I thin Rainie could be quitre good, i think its nice shes lokoing out for her sister now.

----------


## StarsOfCCTV

Jay got stabbed this episode?! Damn I missed the last 10 minutes  :Stick Out Tongue:  I'll have to visit BBCiPlayer

----------


## DaVeyWaVey

I've really enjoyed Eastenders recently. I'm glad there letting us know more about Jack's character, his back story with his daughter being in a wheelchair is really sad, especially when he was talking about it to Ronnie. 

Christian is an alright character... I think it will take time for him to grow on me, but I love the way Ian is reacting to him.  :Lol:   and him with the facemask was rather funny.

The Dot storyline is really impressing me and June Brown is acting it out to perfection. I feel so sorry for her and I can empathise with her so much.  :Sad:  The fight that Jay and Tegs had was rather naff though, just them rolling around on the grass, as was the stabbing scene but I suppose they couldn't show too much as it was before the 9pm watershed, so I forgive them for that.

----------


## Katy

it wasa brilliant epsiode last night, the Dot story is really good, she is such a great actress. I was crying with laughter when Minty and Garry were line dancing it was hilarious. Then i was nearly crying when Jay got stabbed, it was just so horrible from Tegs. I think it showed what some Gang mentallity is really like. 

I also likeRonnie and Roxy i think there relationship is brilliant.

----------


## Siobhan

The stabbing last night i don't understand why people are saying it was  bit lame.. what were you expecting.. I think it was done well. just very casual and underhanded "are you with us or him tegs" bam! stab!... if it has been very dramatic and OTT it wouldn't have been realistic... it was done so matter of factly that it made sense... (ok, the fight was a bit lame, just rolling on the grass) 
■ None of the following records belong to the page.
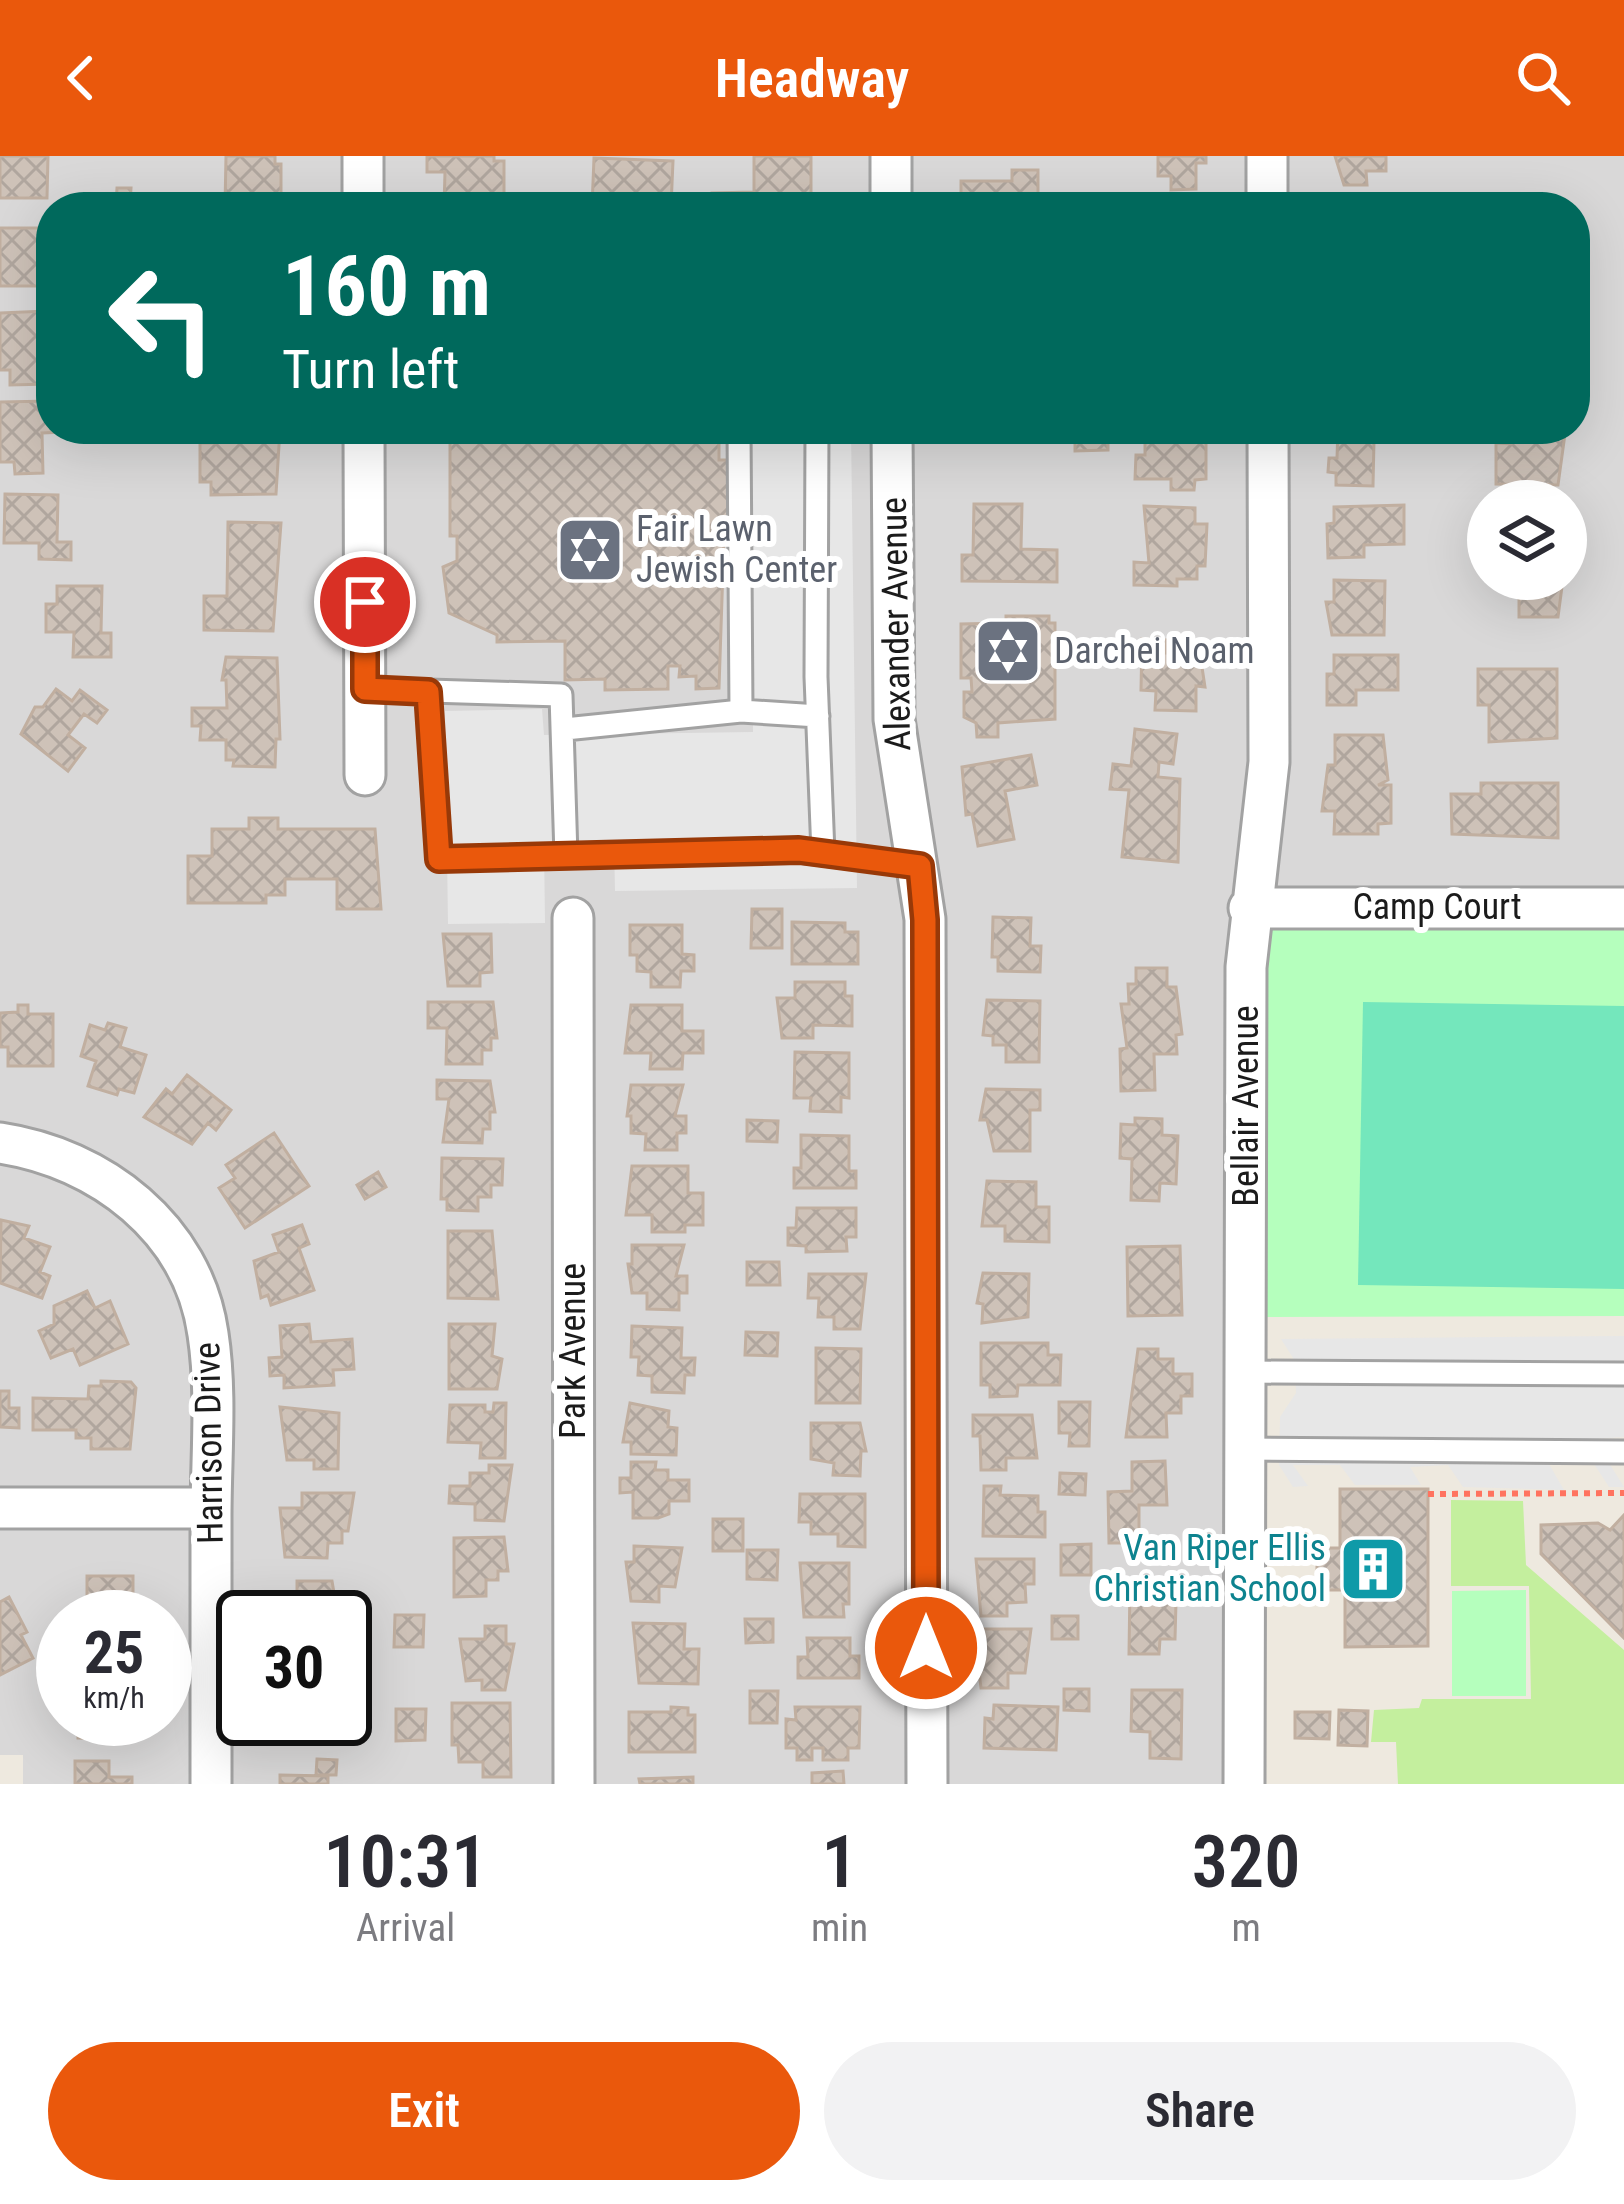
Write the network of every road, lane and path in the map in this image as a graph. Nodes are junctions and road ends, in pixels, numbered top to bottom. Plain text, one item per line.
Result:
1 (363, 156) edge
2 (891, 156) edge
3 (1267, 156) edge
4 (363, 192) edge
5 (891, 192) edge
6 (1267, 192) edge
7 (364, 444) edge
8 (739, 444) edge
9 (817, 444) edge
10 (892, 444) edge
11 (1268, 444) edge
12 (365, 689) junction
13 (428, 692) junction
14 (740, 711) junction
15 (818, 716) junction
16 (565, 729) junction
17 (365, 775) dead end
18 (823, 854) junction
19 (566, 856) junction
20 (920, 866) junction
21 (1250, 908) junction
22 (1624, 908) edge
23 (573, 918) dead end
24 (0, 1143) edge
25 (1248, 1372) junction
26 (1624, 1374) edge
27 (1248, 1449) junction
28 (1624, 1452) edge
29 (1624, 1493) edge
30 (1428, 1494) dead end
31 (0, 1508) edge
32 (211, 1508) junction
33 (211, 1784) edge
34 (574, 1784) edge
35 (926, 1784) edge
36 (1244, 1784) edge

1 - 4 street
2 - 5 street
3 - 6 street
7 - 12 street
8 - 14 lane
9 - 15 lane
10 - 20 street, Alexander Avenue
11 - 21 street, Bellair Avenue
12 - 13 lane
12 - 17 street
13 - 16 lane
13 - 19 lane
14 - 15 lane
14 - 16 lane
15 - 18 lane
16 - 19 lane
18 - 19 lane
18 - 20 lane
20 - 35 street, Alexander Avenue
21 - 22 street, Camp Court
21 - 25 street, Bellair Avenue
23 - 34 street, Park Avenue
24 - 32 street, Harrison Drive
25 - 26 lane
25 - 27 street, Bellair Avenue
27 - 28 lane
27 - 36 street, Bellair Avenue
29 - 30 path
31 - 32 street
32 - 33 street, Harrison Drive

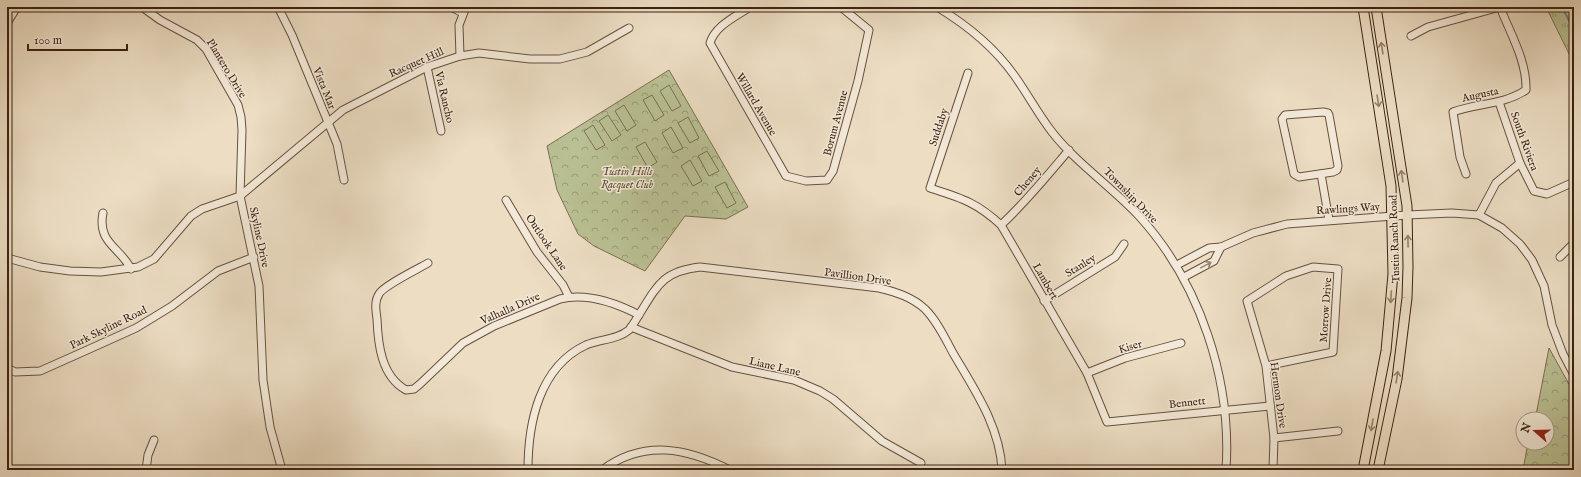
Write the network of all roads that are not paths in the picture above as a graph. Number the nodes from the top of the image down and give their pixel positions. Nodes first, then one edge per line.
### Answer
1 (17, 7) edge
2 (142, 7) edge
3 (278, 7) edge
4 (451, 7) edge
5 (750, 7) edge
6 (843, 7) edge
7 (937, 7) edge
8 (1363, 7) edge
9 (1376, 7) edge
10 (1500, 7) edge
11 (465, 10) edge
12 (7, 23) edge
13 (629, 28) dead end
14 (1411, 36) dead end
15 (460, 56) junction
16 (427, 67) junction
17 (968, 73) dead end
18 (1500, 102) junction
19 (327, 123) junction
20 (441, 131) dead end
21 (1069, 150) junction
22 (1520, 163) junction
23 (1321, 174) junction
24 (1466, 174) dead end
25 (786, 176) joint
26 (344, 180) dead end
27 (1574, 182) edge
28 (930, 188) joint
29 (240, 196) junction
30 (506, 200) dead end
31 (103, 213) dead end
32 (1407, 215) junction
33 (1479, 215) junction
34 (1392, 216) junction
35 (1329, 220) junction
36 (1001, 225) junction
37 (1124, 244) dead end
38 (1574, 244) edge
39 (1221, 248) junction
40 (1560, 257) dead end
41 (7, 258) edge
42 (254, 258) junction
43 (428, 263) dead end
44 (1177, 265) junction
45 (131, 269) junction
46 (1338, 269) joint
47 (1184, 277) junction
48 (569, 297) junction
49 (1044, 301) junction
50 (639, 315) junction
51 (631, 327) junction
52 (1181, 343) dead end
53 (1266, 366) junction
54 (7, 368) edge
55 (1087, 373) junction
56 (1574, 375) edge
57 (1270, 406) junction
58 (1225, 409) junction
59 (1107, 422) joint
60 (1338, 431) dead end
61 (1274, 438) junction
62 (154, 440) dead end
63 (921, 463) dead end
64 (146, 470) edge
65 (282, 470) edge
66 (528, 470) edge
67 (602, 470) edge
68 (730, 470) edge
69 (1002, 470) edge
70 (1226, 470) edge
71 (1272, 470) edge
72 (1363, 470) edge
73 (1378, 470) edge

1 - 12 street
2 - 29 street, Plantero Drive
3 - 19 street, Vista Mar
4 - 11 street
5 - 25 street, Willard Avenue
6 - 25 street, Borum Avenue
7 - 21 street, Township Drive
8 -> 34 main road, Tustin Ranch Road
32 -> 9 main road, Tustin Ranch Road
10 - 14 street
10 - 18 street, Augusta
11 - 15 street
13 - 15 street, Racquet Hill
15 - 16 street, Racquet Hill
16 - 19 street, Racquet Hill
16 - 20 street, Via Rancho
17 - 28 street, Suddaby
18 - 22 street, South Riviera
18 - 24 street, Augusta
19 - 26 street, Vista Mar
19 - 29 street, Racquet Hill
21 - 36 street, Cheney
21 - 44 street, Township Drive
22 - 27 street, South Riviera
22 - 33 street
23 - 23 street
23 - 35 street
28 - 36 street, Lambert
29 - 42 street, Skyline Drive
29 - 45 street, Skyline Drive
30 - 48 street, Outlook Lane
31 - 45 street
32 - 33 street, Rawlings Way
32 - 34 street, Rawlings Way
73 -> 32 main road, Tustin Ranch Road
33 - 56 street, Rawlings Way
34 - 35 street, Rawlings Way
34 -> 72 main road, Tustin Ranch Road
35 - 39 street, Rawlings Way
36 - 49 street, Lambert
37 - 49 street, Stanley
38 - 40 street
39 - 44 street, Rawlings Way
47 -> 39 street, Rawlings Way
41 - 45 street, Skyline Drive
42 - 54 street, Park Skyline Road
42 - 65 street, Skyline Drive
43 - 48 street, Valhalla Drive
44 - 47 street, Township Drive
46 - 53 street, Morrow Drive
46 - 53 street, Hermon Drive
47 - 58 street, Township Drive
48 - 50 street, Valhalla Drive
49 - 55 street, Lambert
50 - 51 street, Pavillion Drive
50 - 69 street, Pavillion Drive
51 - 63 street, Liane Lane
51 - 66 street
52 - 55 street, Kiser
53 - 57 street, Hermon Drive
55 - 59 street, Lambert
57 - 58 street, Bennett
57 - 61 street, Hermon Drive
58 - 59 street, Bennett
58 - 70 street, Township Drive
60 - 61 street
61 - 71 street, Hermon Drive
62 - 64 street
67 - 68 street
Dot's story really got to me too.. I felt her sorrow and her fear.. Minty and Gary dance was quiet funny.

----------


## Chloe

> I've really enjoyed Eastenders recently. I'm glad there letting us know more about Jack's character, his back story with his daughter being in a wheelchair is really sad, especially when he was talking about it to Ronnie. 
> 
> Christian is an alright character... I think it will take time for him to grow on me, but I love the way Ian is reacting to him.   and him with the facemask was rather funny.
> 
> The Dot storyline is really impressing me and June Brown is acting it out to perfection. I feel so sorry for her and I can empathise with her so much.  The fight that Jay and Tegs had was rather naff though, just them rolling around on the grass, as was the stabbing scene but I suppose they couldn't show too much as it was before the 9pm watershed, so I forgive them for that.


There was a lot going on in last night's episode - the stabbing, and the answer to Monday's cliff hanger about Jack's daughter in the wheelchair. 

Do you thing that EE are trying to up their game re the Tuesday episodes, now that they are up against the hour long Emmerdale ? 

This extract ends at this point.